An Unicode reflexion

Frederick J. Harris · April 18, 2011, 10:32:04 PM

Wow! Thanks for the enlightenment Jose.

Now I'm going to see what interactions are going on here by adding database access to the equation.

Jeff Blakeney · April 19, 2011, 01:10:26 AM

I've been staying out of this discussion as I really don't know much about Unicode or the internal workings of Windows and haven't had much chance to play with PB10 yet. Having the WSTRING and WSTRINGZ types added to PB I think is nice to have as an option and if I ever write something that might have an international audience, then I can see myself making use of those data types. However, I am Canadian and, even though my country if officially bilingual, I cannot read or write french so have no need for extended characters for my own use. I have never added any foreign language support to my computer or applications because, even if foreign languages get displayed correctly on my machine, I still won't be able to understand it.

José mentioned that there is no down side to using the unicode strings as opposed to the ansi strings but I can think of one. The fact that unicode strings use twice as much memory as the ansi versions. This is a big reason why I personally won't be switching over to using only the unicode string types.

José Roca · April 19, 2011, 02:47:14 AM

Quote
José mentioned that there is no down side to using the unicode strings as opposed to the ansi strings but I can think of one. The fact that unicode strings use twice as much memory as the ansi versions. This is a big reason why I personally won't be switching over to using only the unicode string types.

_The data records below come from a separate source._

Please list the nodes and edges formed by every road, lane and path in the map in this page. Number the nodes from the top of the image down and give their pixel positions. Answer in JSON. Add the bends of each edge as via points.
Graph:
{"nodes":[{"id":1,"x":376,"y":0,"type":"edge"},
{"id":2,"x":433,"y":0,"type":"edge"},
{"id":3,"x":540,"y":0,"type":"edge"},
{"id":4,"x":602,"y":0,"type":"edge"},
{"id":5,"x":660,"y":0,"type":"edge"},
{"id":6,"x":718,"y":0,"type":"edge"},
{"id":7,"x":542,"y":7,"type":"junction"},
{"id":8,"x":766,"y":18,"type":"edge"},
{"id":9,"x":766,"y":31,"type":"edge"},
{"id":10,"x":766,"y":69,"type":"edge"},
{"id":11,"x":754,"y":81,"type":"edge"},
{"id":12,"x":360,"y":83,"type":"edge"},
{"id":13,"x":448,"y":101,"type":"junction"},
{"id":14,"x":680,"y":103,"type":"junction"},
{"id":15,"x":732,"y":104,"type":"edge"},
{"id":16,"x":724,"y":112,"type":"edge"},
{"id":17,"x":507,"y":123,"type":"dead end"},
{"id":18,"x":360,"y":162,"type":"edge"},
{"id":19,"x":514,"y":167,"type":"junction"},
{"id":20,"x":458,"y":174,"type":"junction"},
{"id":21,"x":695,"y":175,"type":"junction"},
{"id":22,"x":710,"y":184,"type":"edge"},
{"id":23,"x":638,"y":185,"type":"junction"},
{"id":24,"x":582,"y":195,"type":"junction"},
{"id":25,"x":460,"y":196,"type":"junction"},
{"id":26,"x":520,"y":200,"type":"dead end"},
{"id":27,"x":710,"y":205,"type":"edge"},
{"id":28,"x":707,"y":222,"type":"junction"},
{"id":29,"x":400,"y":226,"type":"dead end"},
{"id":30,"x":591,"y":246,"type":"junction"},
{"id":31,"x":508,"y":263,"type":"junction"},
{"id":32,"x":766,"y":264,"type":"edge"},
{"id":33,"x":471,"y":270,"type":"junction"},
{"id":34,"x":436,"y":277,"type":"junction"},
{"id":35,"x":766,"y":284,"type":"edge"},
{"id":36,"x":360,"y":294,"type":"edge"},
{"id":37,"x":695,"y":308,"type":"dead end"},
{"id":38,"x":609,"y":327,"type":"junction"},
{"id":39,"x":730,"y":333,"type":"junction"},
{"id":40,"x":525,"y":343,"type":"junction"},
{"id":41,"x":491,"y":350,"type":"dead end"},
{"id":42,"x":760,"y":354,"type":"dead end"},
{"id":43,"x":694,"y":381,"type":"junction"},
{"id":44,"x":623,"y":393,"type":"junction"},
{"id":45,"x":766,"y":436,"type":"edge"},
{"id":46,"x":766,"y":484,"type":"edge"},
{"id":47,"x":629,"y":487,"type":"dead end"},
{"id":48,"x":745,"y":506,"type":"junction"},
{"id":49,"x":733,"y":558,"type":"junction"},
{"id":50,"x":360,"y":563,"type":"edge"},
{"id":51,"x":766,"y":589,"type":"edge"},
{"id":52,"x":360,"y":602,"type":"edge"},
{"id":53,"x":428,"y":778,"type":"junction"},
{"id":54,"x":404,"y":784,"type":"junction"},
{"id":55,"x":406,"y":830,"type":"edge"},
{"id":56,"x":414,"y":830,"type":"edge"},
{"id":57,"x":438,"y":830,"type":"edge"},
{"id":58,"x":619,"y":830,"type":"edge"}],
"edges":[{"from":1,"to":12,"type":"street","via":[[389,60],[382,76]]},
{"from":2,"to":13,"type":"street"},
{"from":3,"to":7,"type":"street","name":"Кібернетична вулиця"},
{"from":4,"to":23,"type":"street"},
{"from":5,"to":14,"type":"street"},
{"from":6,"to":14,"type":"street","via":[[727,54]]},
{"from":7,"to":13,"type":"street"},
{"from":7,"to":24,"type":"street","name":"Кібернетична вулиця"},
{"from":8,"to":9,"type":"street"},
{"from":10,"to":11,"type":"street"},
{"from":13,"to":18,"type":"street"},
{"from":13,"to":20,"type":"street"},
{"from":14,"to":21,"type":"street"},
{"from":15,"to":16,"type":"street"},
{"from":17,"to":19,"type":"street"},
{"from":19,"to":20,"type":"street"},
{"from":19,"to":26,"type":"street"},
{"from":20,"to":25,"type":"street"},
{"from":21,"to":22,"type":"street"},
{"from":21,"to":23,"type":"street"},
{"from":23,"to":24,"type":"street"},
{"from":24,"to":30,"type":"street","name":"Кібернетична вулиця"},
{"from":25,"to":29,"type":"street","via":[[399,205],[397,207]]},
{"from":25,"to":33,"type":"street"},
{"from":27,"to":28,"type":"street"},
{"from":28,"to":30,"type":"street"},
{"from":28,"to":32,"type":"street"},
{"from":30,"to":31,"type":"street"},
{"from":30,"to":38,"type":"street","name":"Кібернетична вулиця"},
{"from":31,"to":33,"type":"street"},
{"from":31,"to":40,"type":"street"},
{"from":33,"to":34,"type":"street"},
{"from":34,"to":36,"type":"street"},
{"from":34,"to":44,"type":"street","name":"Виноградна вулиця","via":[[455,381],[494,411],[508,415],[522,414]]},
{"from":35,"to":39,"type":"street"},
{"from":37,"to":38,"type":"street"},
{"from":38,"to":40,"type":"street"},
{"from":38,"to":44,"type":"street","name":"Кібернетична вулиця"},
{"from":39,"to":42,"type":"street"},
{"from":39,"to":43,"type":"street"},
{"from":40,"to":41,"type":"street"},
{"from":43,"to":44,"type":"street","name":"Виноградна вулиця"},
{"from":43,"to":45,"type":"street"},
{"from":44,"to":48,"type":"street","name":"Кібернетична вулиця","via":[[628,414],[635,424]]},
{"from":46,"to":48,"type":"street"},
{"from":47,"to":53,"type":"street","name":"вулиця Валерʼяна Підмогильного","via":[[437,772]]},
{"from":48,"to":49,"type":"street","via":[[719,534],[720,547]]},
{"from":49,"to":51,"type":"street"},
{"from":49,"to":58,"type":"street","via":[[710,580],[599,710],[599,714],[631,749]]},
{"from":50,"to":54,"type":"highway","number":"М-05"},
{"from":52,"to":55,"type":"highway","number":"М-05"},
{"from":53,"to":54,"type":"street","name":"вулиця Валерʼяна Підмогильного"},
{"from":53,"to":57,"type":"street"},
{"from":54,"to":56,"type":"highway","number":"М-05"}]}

Sorry, but this is not what I have said. The subject of this discussion is about the convenience of using the Windows API unicode functions instead of the Windows API ansi versions, and I think that it has made clear that, for new applications, we should use the unicode ones. This is not quite the same as using unicode or ansi for other purposes.

I'm not going to remove the ansi stuff, but I will promote the use of the unicode API functions by using them in my code examples.

Edwin Knoppert · April 19, 2011, 03:01:04 PM

In c# there is barely support for ansi, by normal use you'll use a byte array for byte data and strings for unicode text.
In PB we don't tend to use byte arrays for filedata for example but simply use a string.
This is an aspect you'll need to learn to avoid.
Use the vartypes as intended and binary data should be in a byte array but PB still gives you the convienance to use ansi strings in your code.
Therefore unicode is used very little actually.
Every aspect in your app with uses representational data should be in unicode.
Therefore MS enforces unicode in resources from day one for these parts (like string tables and dialog parts)
Don't try to avoid unicode.

Ever thought ms may abandon ansicode at all, i could imagne since they do have a virtual XP machine for you which gives them the oppurtunity to make drastic steps.
Anyway, i don't think they'll drop it within 2 decades

(+ they could also abandon the winapi as we know it

)

Jeff Blakeney · April 20, 2011, 04:08:16 AM

José, in reply #25, you said "There are advantages and no disadvantages." Yes, you are referring to there being advantages to using the Unicode API calls but I still stand by my statement that the fact that the strings I pass to the Unicode API use twice as much memory as the same call to the ANSI API is a down side or, using your word, a disadvantage.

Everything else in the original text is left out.